The present invention provides a dynamic image motion transition processing method and system.
A specific example of a dynamic image motion transition processing method and its system is to create a graphic structure by clustering pre-recorded motion data, obtain appropriate route information by a route search mechanism, and then obtain two motions from the route information. The transition data necessary for clip fusion (transition) is read and the details of the transition data are adjusted. Motion clips are fused with real motion data (actual motion data), thus increasing motion diversity, increasing interaction, and reducing unnatural images.

The present invention generates motion transition data based on pre-recorded motion data. Clustering and graphic structuring processes are performed on the pre-recorded motion data, and optimal motion transition data is generated by the path search operation to smooth the movement of the fusion part between the two motion clips. Since motion transition data is generated from pre-recorded real motion data, unnatural display can be improved and a variety of motions can be achieved. As shown in FIG. 2, the motion states (motion states) of a plurality of image frames (P ₁ , P ₂ ,..., P _i ,... P _j ...) Are compared with each other, and the images have similar motion states. Frames are clustered into the same image clip and structured.

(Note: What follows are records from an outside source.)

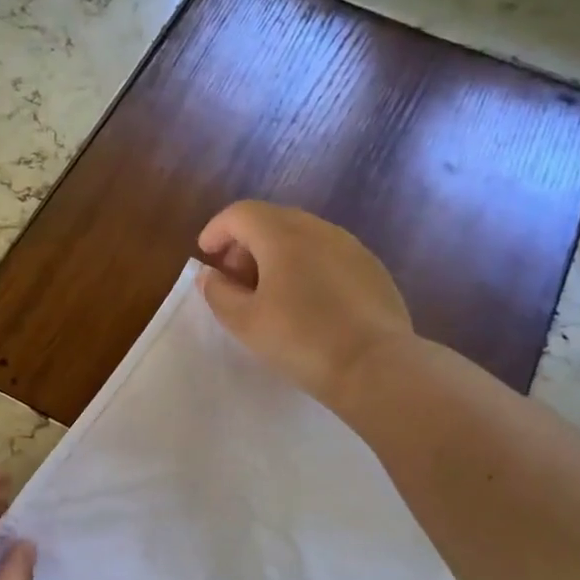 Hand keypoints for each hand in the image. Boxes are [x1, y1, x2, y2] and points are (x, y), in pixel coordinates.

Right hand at [197, 200, 417, 414]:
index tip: (205, 254)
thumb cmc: (300, 340)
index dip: (217, 229)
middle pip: (272, 220)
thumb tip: (210, 275)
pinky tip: (306, 301)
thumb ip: (218, 293)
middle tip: (234, 278)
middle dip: (246, 243)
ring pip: (303, 236)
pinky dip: (306, 265)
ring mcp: (351, 246)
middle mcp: (318, 229)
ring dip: (277, 254)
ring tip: (268, 291)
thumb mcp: (245, 322)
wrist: (374, 366)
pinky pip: (328, 254)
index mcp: (282, 235)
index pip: (241, 213)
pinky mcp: (372, 268) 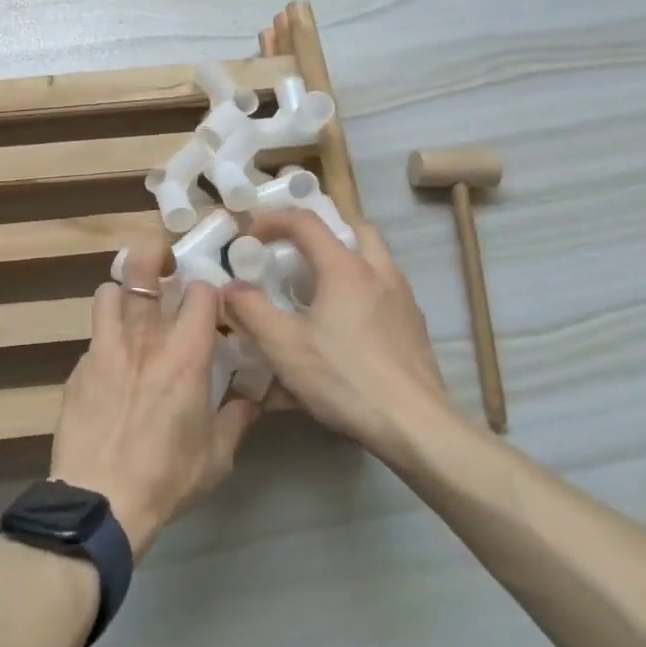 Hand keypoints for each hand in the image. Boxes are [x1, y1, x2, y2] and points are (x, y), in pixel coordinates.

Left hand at [49, 242, 260, 558]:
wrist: (100, 500)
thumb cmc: (167, 478)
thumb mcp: (217, 456)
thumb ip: (236, 418)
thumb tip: (251, 397)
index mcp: (185, 355)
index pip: (200, 292)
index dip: (209, 289)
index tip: (212, 301)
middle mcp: (144, 339)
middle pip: (143, 269)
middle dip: (154, 254)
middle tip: (164, 264)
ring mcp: (105, 349)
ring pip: (108, 291)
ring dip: (123, 293)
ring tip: (133, 310)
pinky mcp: (79, 368)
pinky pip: (94, 336)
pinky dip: (107, 339)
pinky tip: (114, 368)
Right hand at [223, 210, 459, 457]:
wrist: (415, 425)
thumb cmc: (344, 378)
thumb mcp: (283, 346)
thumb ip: (250, 310)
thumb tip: (230, 288)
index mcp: (345, 268)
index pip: (305, 222)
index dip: (272, 221)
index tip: (250, 237)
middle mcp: (379, 272)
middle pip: (352, 229)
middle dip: (320, 233)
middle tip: (295, 254)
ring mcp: (403, 298)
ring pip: (373, 259)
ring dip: (343, 261)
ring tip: (316, 292)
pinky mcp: (414, 325)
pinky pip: (384, 290)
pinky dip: (360, 290)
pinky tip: (345, 327) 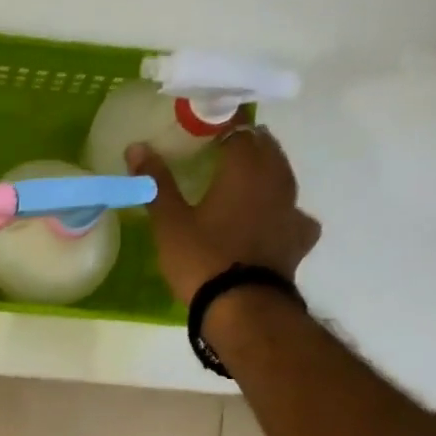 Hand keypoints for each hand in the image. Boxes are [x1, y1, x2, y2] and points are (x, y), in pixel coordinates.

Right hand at [129, 129, 320, 301]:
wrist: (243, 308)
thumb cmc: (201, 258)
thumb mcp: (170, 221)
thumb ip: (156, 182)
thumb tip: (137, 146)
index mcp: (244, 168)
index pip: (240, 130)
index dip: (223, 126)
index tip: (204, 130)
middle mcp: (275, 181)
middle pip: (266, 148)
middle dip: (247, 144)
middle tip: (221, 151)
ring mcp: (292, 210)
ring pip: (283, 177)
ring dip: (266, 173)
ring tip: (244, 182)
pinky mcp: (299, 240)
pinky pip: (294, 215)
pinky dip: (283, 212)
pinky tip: (271, 221) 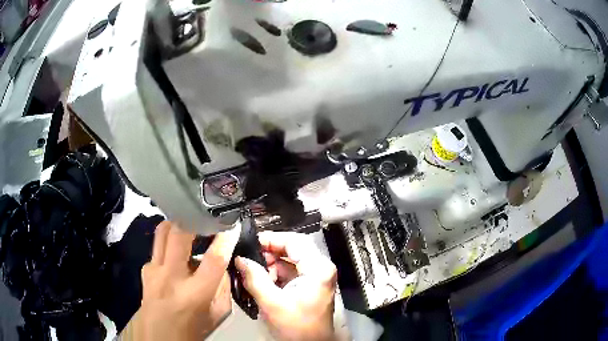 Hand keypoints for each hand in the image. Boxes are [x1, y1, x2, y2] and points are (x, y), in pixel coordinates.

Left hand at [134, 221, 239, 340]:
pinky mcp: (145, 268)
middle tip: (206, 217)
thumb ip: (222, 288)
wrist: (158, 336)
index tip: (232, 225)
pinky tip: (176, 252)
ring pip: (163, 231)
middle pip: (179, 234)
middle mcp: (171, 277)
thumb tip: (222, 265)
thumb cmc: (193, 328)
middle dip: (195, 219)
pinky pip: (157, 246)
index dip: (225, 238)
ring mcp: (154, 270)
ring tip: (190, 225)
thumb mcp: (217, 314)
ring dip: (178, 224)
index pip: (214, 259)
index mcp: (196, 294)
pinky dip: (169, 242)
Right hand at [235, 231, 337, 340]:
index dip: (271, 239)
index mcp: (318, 269)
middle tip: (248, 258)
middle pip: (292, 249)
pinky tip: (261, 280)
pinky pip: (290, 272)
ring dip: (270, 264)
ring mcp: (316, 277)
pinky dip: (275, 274)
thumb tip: (240, 259)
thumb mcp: (272, 302)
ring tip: (252, 271)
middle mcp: (321, 268)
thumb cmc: (296, 327)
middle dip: (268, 253)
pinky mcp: (309, 285)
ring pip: (290, 260)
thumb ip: (254, 278)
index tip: (251, 242)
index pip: (294, 241)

  It should be noted that “motion state” indicates the motion state of the person (target) in the image frame. Thus, describing (drawing) a motion state refers to describing (drawing) an image frame corresponding to the motion state, and therefore will not be described in detail here.

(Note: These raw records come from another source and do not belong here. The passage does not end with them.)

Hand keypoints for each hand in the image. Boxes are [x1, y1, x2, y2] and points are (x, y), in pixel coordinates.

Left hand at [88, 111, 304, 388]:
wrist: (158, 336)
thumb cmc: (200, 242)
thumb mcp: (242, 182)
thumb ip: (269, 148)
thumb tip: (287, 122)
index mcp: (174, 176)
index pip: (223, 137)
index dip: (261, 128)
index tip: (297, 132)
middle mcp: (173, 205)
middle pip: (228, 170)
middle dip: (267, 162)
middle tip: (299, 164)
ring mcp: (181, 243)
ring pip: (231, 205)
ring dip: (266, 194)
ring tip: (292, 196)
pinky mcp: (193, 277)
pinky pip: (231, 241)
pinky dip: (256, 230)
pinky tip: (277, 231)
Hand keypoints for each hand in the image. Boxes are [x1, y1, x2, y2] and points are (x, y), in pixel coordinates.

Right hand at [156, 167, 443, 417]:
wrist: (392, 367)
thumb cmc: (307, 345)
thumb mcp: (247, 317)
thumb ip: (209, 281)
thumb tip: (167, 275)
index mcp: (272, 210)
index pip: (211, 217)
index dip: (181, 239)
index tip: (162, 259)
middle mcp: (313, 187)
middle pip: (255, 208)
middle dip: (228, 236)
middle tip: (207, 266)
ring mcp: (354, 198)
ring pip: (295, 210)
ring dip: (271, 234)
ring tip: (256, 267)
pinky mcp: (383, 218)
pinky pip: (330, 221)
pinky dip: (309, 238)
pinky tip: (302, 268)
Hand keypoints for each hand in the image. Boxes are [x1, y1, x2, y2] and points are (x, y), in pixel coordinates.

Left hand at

FIG. 3 is a flowchart showing the dynamic image motion transition processing method of the present invention.
Motion data consisting of a plurality of image frames is pre-recorded (step 31). The image frames are clustered to generate a graphic structure consisting of a plurality of motion clusters (step 32). When motion data clustering is performed, first the similarity (similarity) of the state of the object (person, role) of the image frame must be determined. As shown in FIG. 4, the motion state of the first image frame (eg, P1) is the central motion state (center image frame) of the first motion cluster (eg, cluster 1), and the central motion state and another one. The difference between the motion states of two image frames (eg P2) is determined by the similarity calculation method. If the difference is less than the predetermined threshold value, the image frame of P2 is merged into cluster 1. If the difference is greater than a predetermined threshold value, a new motion cluster (eg, cluster 2) is created and the motion state of P2 becomes the central motion state of cluster 2. The above steps are repeated to compare each motion state of each image frame with each central motion state of each cluster and merge them into a cluster or create a new cluster. Thereby, the automatic cluster process is completed. In this specific example, the generated cluster is composed of cluster 1 (C1), cluster 2 (C2), cluster 3 (C3), and cluster 4 (C4). As shown in FIG. With motion clips.

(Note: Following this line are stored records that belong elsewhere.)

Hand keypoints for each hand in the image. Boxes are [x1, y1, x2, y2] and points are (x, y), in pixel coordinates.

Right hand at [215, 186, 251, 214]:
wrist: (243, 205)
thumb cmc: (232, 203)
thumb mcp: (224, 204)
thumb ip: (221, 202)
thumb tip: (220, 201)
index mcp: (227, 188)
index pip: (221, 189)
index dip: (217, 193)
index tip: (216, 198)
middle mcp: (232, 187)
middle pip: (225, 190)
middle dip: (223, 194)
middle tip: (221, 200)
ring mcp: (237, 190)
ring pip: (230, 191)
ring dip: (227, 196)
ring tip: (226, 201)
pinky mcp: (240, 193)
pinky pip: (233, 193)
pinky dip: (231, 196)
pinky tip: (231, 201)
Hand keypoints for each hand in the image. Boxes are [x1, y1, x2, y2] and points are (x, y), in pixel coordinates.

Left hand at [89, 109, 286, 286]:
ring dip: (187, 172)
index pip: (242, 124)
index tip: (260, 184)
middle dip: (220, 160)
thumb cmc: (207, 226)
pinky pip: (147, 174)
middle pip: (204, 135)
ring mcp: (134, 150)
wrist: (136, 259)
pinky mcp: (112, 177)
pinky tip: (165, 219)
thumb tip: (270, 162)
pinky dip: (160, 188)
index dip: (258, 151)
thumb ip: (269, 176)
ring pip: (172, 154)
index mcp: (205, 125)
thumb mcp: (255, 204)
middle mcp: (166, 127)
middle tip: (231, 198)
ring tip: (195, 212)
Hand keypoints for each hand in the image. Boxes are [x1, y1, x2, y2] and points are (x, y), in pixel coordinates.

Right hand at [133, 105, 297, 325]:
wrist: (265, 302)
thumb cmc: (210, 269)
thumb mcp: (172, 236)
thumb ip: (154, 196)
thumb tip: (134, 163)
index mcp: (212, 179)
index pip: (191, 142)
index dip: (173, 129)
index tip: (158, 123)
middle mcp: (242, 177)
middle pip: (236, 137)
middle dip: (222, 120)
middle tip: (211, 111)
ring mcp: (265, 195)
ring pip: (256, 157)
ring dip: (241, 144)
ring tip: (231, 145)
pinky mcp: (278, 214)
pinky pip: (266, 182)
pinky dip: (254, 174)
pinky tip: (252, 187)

The motion state similarity calculation method is as follows. Whether or not a certain motion state is similar to another motion state is determined according to a distance gap in space between corresponding joint nodes of both motion states. As shown in FIG. 5, P () is defined as a set of positions in the space of all joint nodes in motion state. Thus, P ₁ (v ₁ , v ₂ ,..., V _N ) and P ₂ (q ₁ , q ₂ ,..., Q _N ) are respectively positions in space in all joint nodes of the two motion states. A set of The difference between both motion states is defined as D = P ₁ −T × W × P ₂ . T indicates the conversion matrix of the primitive arrangement of both motion states, and W indicates the weight of each joint. The difference is compared with a predetermined threshold value to determine whether the similarity between both motion states is sufficient.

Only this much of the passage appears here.